Ülkede aydın kültürü denen bir oluşum var ki,aslında kültürden kasıt olarak halkı tamamen dışlama,cahil,yobaz diyerek aşağılama yolunu farklı dilsel ifade becerileriyle dışa vurarak bunu aydınlık kültürlerinin ana ögesi hâline getirmişlerdir.Bizdeki aydınlar her zaman dine,inanca,ibadete muhalif fakat sorsanız (İslam dışında) her inanca,inançsızlığa saygı duyduklarını pek şirin ve entel ifadelerle size yutturmaya kalkarlar.Yaşadığı toplumu tahkir eden,aşağı bulan,üniversitelere yuvalanmış biçimdeki sözde aydınlar,ülkenin aslında kanayan en büyük yarasıdır.Devamlı surette ülkenin dörtte üçünü cahillikle suçlayan,medeniyet bilmez,aklı belden yukarısına çalışmaz,evlerinde en az 5 çocuk,altlarında paçalı don,ağzı kokan,fakirliğinin sebebinin kafasızlıklarından ileri geldiğini iddia edecek,küfürden beter entel ifadelerle dile getirerek halkı bu profile sokmak eğilimindedirler.Oysa ülkenin eğitimsizliğinin,disipsinsizliğinin,felaketinin sebebi aydın diye tabir edilen kişilerin karanlığından kaynaklanmaktadır.Yeterli donanıma sahip olsalar dâhi fikrini,zikrini,ilmini felaket ve şeytanlığa çalıştıran öyle ‘eğitimli’ bir kesimle çevrili ki etrafımız,ülkece mahvimizin sebebi esasen bundandır.

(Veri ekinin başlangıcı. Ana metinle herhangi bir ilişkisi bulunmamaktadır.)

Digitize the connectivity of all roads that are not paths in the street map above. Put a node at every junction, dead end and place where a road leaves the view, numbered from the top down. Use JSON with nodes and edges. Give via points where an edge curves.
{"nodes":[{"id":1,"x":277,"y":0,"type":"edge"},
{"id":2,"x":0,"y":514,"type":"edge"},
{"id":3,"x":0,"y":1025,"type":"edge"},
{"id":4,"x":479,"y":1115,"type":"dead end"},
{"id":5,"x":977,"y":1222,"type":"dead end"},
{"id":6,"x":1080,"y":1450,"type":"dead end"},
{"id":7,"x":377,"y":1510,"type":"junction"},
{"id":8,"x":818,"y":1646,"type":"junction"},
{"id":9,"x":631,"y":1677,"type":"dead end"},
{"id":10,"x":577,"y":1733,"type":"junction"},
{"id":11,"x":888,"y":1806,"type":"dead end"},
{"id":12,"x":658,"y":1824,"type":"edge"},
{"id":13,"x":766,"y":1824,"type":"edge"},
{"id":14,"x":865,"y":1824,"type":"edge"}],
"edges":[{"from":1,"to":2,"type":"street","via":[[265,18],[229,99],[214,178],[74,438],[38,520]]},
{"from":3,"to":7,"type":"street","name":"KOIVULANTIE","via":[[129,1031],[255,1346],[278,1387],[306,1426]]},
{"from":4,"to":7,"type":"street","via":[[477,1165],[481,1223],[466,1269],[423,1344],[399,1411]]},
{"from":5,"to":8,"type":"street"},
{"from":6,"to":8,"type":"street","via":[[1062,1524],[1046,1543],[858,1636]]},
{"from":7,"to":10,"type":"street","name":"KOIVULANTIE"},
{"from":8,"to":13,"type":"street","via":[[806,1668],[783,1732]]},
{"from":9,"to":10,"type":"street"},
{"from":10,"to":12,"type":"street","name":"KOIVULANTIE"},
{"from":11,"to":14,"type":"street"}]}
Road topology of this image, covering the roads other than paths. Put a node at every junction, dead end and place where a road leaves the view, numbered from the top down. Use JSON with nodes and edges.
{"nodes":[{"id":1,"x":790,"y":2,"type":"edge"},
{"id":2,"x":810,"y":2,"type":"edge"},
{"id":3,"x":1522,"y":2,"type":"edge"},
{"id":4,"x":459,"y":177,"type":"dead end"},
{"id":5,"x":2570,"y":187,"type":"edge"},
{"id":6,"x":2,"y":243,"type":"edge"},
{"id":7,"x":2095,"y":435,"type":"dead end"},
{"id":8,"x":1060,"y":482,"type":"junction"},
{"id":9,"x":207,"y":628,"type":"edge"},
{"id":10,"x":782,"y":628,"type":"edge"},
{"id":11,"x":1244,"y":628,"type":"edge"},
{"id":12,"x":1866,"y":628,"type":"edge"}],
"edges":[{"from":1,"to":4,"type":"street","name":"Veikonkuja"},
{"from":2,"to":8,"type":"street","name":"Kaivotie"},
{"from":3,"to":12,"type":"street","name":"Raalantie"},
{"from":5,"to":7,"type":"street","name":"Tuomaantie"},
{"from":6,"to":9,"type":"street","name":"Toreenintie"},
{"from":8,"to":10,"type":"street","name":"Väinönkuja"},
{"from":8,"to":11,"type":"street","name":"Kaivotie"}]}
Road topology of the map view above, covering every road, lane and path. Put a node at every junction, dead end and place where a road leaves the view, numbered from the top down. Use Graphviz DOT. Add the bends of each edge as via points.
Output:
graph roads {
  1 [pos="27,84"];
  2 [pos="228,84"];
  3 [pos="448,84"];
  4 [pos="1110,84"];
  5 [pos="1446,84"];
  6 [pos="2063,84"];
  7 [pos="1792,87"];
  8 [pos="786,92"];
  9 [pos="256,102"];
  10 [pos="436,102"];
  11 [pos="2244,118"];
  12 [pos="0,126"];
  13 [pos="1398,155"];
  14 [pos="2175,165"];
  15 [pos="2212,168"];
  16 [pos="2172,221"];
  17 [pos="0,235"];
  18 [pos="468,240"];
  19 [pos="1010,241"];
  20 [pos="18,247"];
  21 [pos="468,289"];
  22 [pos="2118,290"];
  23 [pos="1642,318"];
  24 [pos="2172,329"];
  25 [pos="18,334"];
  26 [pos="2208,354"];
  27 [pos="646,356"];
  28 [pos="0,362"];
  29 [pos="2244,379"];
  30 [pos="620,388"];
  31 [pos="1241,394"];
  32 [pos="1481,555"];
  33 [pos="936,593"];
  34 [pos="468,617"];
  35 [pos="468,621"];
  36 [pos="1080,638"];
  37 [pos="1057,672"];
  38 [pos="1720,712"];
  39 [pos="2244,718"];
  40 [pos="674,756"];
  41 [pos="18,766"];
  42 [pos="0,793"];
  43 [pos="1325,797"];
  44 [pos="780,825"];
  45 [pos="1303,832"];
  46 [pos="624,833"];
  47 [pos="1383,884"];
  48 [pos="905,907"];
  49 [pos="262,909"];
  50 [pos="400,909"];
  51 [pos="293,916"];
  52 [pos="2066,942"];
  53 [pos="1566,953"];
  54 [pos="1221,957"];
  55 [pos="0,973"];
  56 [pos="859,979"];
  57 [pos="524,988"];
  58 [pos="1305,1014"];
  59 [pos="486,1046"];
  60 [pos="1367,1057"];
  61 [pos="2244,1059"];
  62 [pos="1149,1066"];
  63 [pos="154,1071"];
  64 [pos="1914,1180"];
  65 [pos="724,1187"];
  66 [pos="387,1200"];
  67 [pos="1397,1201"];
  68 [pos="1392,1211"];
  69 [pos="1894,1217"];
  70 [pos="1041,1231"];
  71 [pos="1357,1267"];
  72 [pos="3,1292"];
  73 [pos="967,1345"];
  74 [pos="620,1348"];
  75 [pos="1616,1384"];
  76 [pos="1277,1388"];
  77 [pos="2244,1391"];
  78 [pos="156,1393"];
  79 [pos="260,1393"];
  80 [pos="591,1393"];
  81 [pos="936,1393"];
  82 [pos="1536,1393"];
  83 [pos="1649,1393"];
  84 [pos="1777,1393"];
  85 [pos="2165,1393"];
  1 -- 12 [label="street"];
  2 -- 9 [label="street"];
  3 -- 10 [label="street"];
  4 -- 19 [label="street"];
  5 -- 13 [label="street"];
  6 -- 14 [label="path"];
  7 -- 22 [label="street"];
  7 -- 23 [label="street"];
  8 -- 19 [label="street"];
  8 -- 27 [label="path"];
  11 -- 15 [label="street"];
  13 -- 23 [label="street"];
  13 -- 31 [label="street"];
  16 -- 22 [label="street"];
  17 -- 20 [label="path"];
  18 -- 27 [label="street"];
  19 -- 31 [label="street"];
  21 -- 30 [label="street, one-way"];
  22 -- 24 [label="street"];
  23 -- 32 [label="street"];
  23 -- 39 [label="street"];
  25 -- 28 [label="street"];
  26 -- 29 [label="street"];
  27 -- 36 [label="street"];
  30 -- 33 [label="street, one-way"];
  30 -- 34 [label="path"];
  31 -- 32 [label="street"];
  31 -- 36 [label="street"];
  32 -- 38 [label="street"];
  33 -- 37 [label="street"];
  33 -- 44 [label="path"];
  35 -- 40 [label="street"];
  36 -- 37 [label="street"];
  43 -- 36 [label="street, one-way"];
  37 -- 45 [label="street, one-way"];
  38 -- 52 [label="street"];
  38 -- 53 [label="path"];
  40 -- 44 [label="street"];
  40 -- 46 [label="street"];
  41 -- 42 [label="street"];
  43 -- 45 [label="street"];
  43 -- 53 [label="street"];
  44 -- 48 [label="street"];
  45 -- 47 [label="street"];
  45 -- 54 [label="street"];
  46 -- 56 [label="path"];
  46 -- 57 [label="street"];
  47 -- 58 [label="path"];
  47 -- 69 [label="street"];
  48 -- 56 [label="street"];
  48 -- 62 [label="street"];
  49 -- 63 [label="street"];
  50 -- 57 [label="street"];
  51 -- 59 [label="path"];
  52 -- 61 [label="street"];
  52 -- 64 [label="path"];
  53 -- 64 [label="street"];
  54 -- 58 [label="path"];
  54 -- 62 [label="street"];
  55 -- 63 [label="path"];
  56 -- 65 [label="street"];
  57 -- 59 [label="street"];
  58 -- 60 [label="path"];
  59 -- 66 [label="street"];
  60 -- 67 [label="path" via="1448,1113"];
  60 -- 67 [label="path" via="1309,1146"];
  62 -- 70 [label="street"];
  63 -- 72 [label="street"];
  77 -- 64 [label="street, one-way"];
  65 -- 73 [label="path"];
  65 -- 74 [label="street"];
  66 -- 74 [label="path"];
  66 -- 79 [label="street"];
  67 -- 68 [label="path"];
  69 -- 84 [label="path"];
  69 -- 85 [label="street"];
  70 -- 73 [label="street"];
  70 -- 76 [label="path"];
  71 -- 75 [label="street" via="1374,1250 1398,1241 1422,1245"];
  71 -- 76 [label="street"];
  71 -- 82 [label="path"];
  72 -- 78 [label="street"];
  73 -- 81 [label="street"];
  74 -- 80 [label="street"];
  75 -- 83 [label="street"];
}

   Bizdeki batı özentisi !aydın! kafalar bir türlü ülkenin gerçek sosyolojik sorunları ve değerleri ile alâkadar olmadıkları için,her zaman halktan kopuk bir biçimde üniversitelerde öğrencilere ya anarşizmden,ya komünizmden,ya laisizmden,ya da evrim gibi,ateizm gibi,batıdan doğma,ideolojiden bozma fikirlerle gençleri zehirleyerek yine ülkenin ilim laboratuvarlarında ülkeye zararlı bakteri üretmişlerdir.100 yıla yayılmış bir süreç içerisindeki sistem dâhilinde bu ülkenin üniversitelerinin varolma sebebi,tamamen ideolojik,fikirsel,ahlâki anlamda batıya entegre biçimde her türlü İslam düşmanlığına maşa olmak gâyesiyle bu uğurda çaba göstermek fikri yatar.Vahiyden hareketle hayatı okumak ve anlamlandırmak,eğitimi bu temel üzerine inşa etmek isteyen gerçek aydınları çağdışı ve yobazlıkla suçlamış,bunları uykuda ve uyanık hiç farketmeksizin göğüslerine çökmüş karabasan misalî görüp sistemin dışına atarak ülkeye bitmek bilmez kabuslar yaşatmışlardır.Temelde vahiy de olmayınca Marx’ı okuyan komünist,Darwin’i okuyan kendini maymun sanmıştır.Vahiyle emzirilmeyen her dimağ;önüne sunulan fikri sorgulamadan,vahiy süzgecinden geçirmeden,ideolojik saplantılarla hareket edeceğinden dolayı hakikati talep eden varlık olmaktan çıkıp tamamen bir zombiye dönüşecektir.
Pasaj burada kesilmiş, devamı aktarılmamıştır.